* **DATA FOR REVIEW**
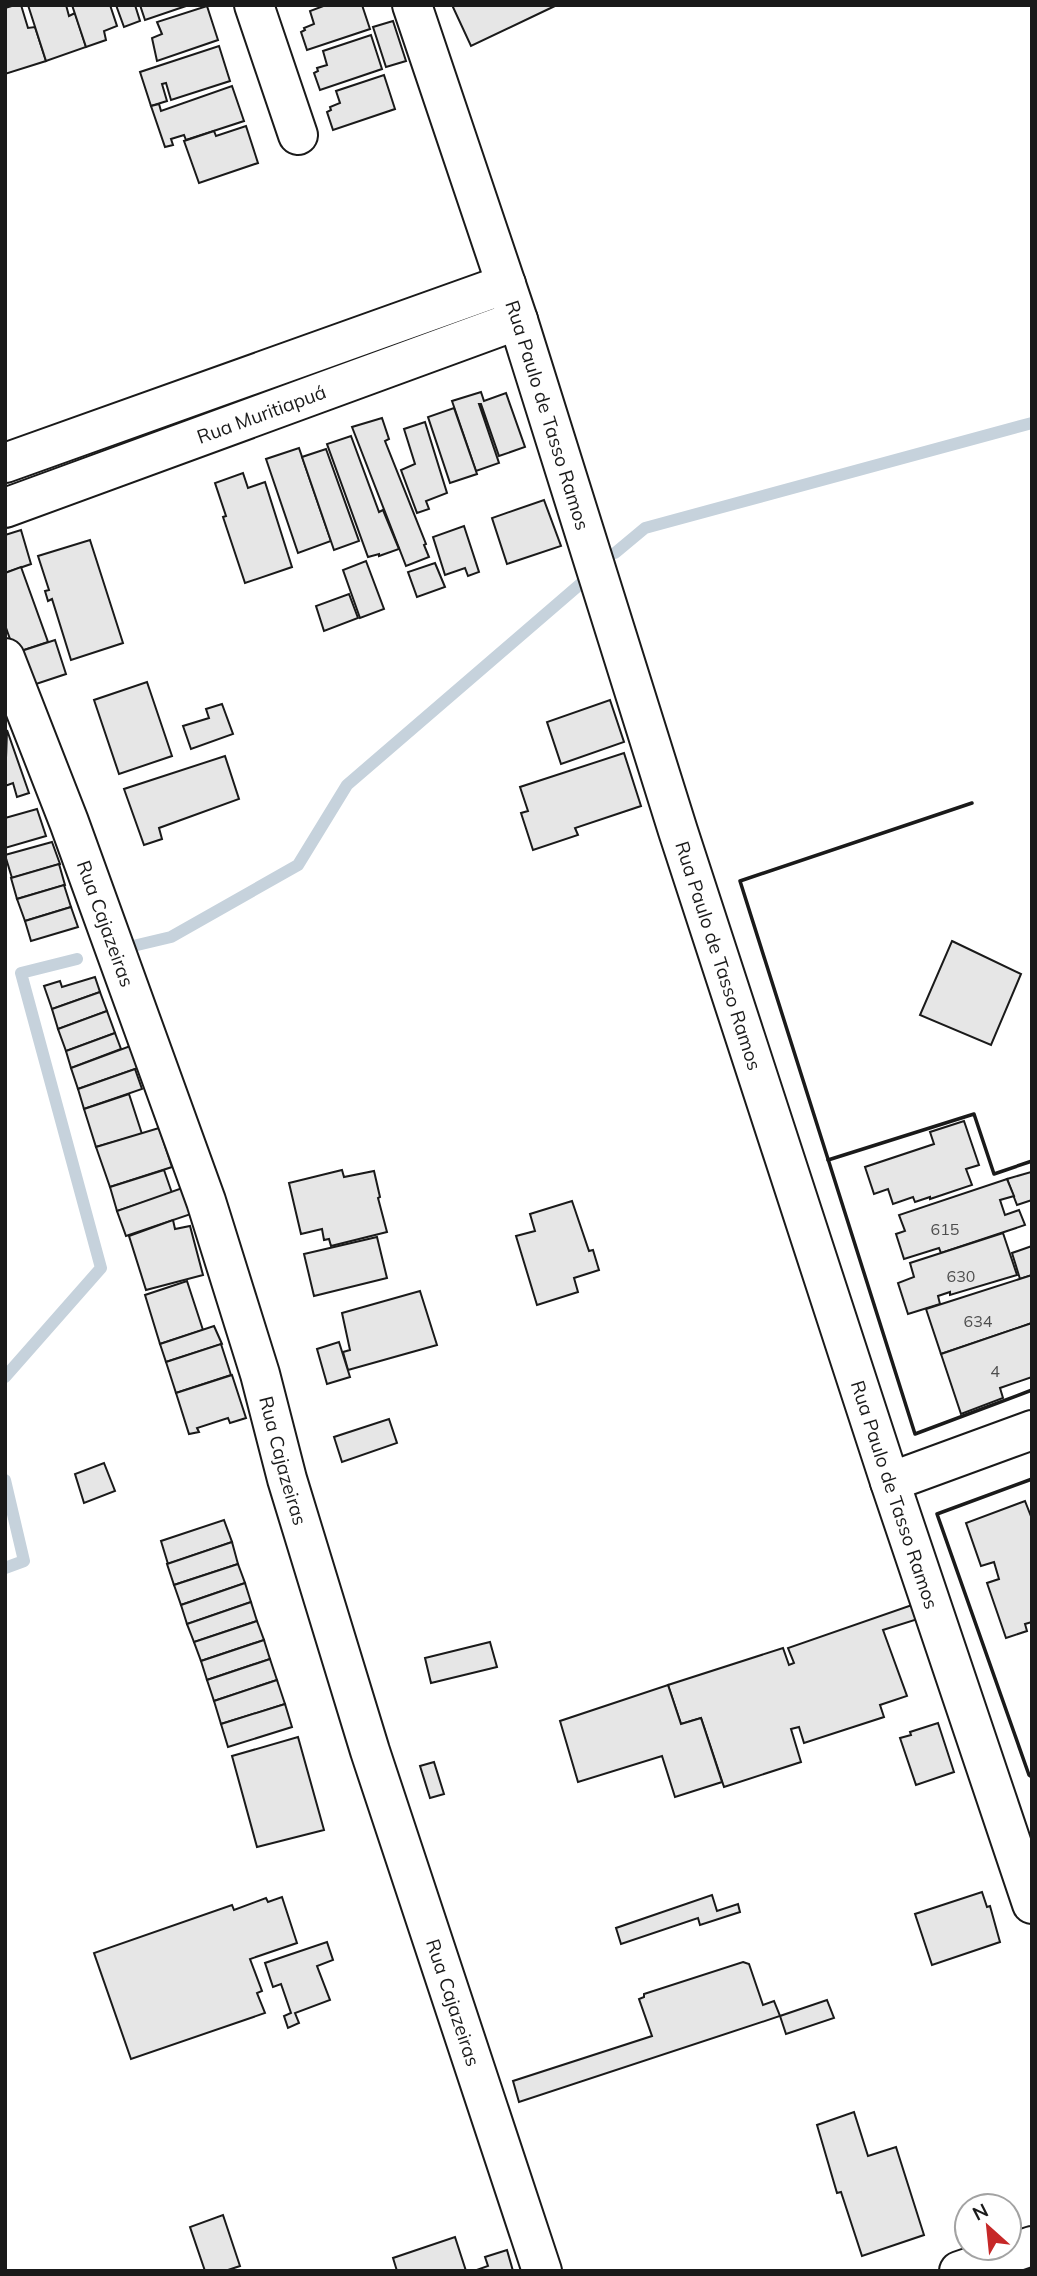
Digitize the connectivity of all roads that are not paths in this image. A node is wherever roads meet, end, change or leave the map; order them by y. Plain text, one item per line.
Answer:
1 (254, 5) edge
2 (412, 5) edge
3 (298, 135) dead end
4 (506, 284) junction
5 (518, 320) junction
6 (5, 463) edge
7 (5, 508) edge
8 (5, 658) edge
9 (1032, 1430) edge
10 (890, 1482) junction
11 (1020, 1835) edge
12 (1032, 1905) edge
13 (1032, 2246) edge
14 (542, 2271) edge
15 (959, 2271) edge

1 - 3 street
2 - 4 street, Rua Paulo de Tasso Ramos
4 - 5 street, Rua Paulo de Tasso Ramos
4 - 6 street, Rua Muritiapuá
5 - 7 street, Rua Muritiapuá
5 - 10 street, Rua Paulo de Tasso Ramos
8 - 14 street, Rua Cajazeiras
9 - 10 street
10 - 11 street, Rua Paulo de Tasso Ramos
11 - 12 street, Rua Paulo de Tasso Ramos
13 - 15 street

* **WHAT THE EXERCISE ASKS**
Exclude every picture and copy the remaining data exactly.

* **RESPONSE BOX**
Digitize the connectivity of all roads that are not paths in this image. A node is wherever roads meet, end, change or leave the map; order them by y. Plain text, one item per line.
Answer:
1 (254, 5) edge
2 (412, 5) edge
3 (298, 135) dead end
4 (506, 284) junction
5 (518, 320) junction
6 (5, 463) edge
7 (5, 508) edge
8 (5, 658) edge
9 (1032, 1430) edge
10 (890, 1482) junction
11 (1020, 1835) edge
12 (1032, 1905) edge
13 (1032, 2246) edge
14 (542, 2271) edge
15 (959, 2271) edge

1 - 3 street
2 - 4 street, Rua Paulo de Tasso Ramos
4 - 5 street, Rua Paulo de Tasso Ramos
4 - 6 street, Rua Muritiapuá
5 - 7 street, Rua Muritiapuá
5 - 10 street, Rua Paulo de Tasso Ramos
8 - 14 street, Rua Cajazeiras
9 - 10 street
10 - 11 street, Rua Paulo de Tasso Ramos
11 - 12 street, Rua Paulo de Tasso Ramos
13 - 15 street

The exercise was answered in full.